# The task
Every line with "Armour" in it must be copied from the data.
*** Material provided Section Begins ***
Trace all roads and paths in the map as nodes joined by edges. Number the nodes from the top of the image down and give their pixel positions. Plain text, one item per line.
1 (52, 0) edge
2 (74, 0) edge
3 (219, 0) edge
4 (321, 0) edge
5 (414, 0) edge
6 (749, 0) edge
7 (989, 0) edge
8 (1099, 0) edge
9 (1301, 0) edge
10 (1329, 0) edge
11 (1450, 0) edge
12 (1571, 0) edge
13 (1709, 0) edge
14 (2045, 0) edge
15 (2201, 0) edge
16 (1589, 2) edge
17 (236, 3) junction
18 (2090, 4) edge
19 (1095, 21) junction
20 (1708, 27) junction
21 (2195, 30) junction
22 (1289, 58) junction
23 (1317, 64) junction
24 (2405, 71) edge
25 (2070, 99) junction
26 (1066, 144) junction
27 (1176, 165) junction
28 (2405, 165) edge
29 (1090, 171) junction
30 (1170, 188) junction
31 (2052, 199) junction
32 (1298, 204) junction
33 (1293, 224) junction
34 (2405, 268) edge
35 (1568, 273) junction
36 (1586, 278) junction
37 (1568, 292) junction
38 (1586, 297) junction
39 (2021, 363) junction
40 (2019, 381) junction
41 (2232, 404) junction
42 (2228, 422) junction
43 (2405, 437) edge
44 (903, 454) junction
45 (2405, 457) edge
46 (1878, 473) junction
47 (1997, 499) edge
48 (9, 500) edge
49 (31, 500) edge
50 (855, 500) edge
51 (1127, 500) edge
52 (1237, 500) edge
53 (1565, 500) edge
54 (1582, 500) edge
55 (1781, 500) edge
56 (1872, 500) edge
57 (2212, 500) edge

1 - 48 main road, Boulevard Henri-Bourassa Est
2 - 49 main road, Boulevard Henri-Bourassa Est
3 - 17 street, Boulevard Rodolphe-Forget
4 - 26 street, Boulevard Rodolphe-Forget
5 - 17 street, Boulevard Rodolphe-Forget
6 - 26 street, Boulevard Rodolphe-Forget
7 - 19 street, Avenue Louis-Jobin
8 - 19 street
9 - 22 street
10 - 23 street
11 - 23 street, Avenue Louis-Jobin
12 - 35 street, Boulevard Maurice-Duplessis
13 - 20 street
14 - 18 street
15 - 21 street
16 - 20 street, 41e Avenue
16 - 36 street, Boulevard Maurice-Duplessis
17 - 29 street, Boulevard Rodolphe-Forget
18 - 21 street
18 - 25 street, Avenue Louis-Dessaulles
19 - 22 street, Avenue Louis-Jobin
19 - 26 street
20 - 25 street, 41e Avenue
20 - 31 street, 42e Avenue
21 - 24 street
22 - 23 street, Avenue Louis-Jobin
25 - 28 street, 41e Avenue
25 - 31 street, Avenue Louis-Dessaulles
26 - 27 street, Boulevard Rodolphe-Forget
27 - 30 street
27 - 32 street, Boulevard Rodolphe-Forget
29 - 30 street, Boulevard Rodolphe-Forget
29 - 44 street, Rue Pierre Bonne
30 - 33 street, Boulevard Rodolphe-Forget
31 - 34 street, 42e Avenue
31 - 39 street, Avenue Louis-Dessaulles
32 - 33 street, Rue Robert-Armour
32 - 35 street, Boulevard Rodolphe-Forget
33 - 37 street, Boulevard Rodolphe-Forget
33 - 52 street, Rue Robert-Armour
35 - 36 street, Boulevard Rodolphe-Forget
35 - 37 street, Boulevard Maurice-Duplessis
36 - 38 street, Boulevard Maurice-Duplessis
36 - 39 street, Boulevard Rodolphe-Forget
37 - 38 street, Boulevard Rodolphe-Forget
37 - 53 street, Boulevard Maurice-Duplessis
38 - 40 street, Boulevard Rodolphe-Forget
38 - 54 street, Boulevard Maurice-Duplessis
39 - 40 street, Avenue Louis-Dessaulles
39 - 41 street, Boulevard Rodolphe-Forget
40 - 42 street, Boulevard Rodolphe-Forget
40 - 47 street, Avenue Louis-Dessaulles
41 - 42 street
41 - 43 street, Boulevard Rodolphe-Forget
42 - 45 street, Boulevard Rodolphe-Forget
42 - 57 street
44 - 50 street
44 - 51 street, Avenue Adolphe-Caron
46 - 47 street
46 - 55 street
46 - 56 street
*** Material provided Section Ends ***
# Your solution
32 - 33 street, Rue Robert-Armour
33 - 52 street, Rue Robert-Armour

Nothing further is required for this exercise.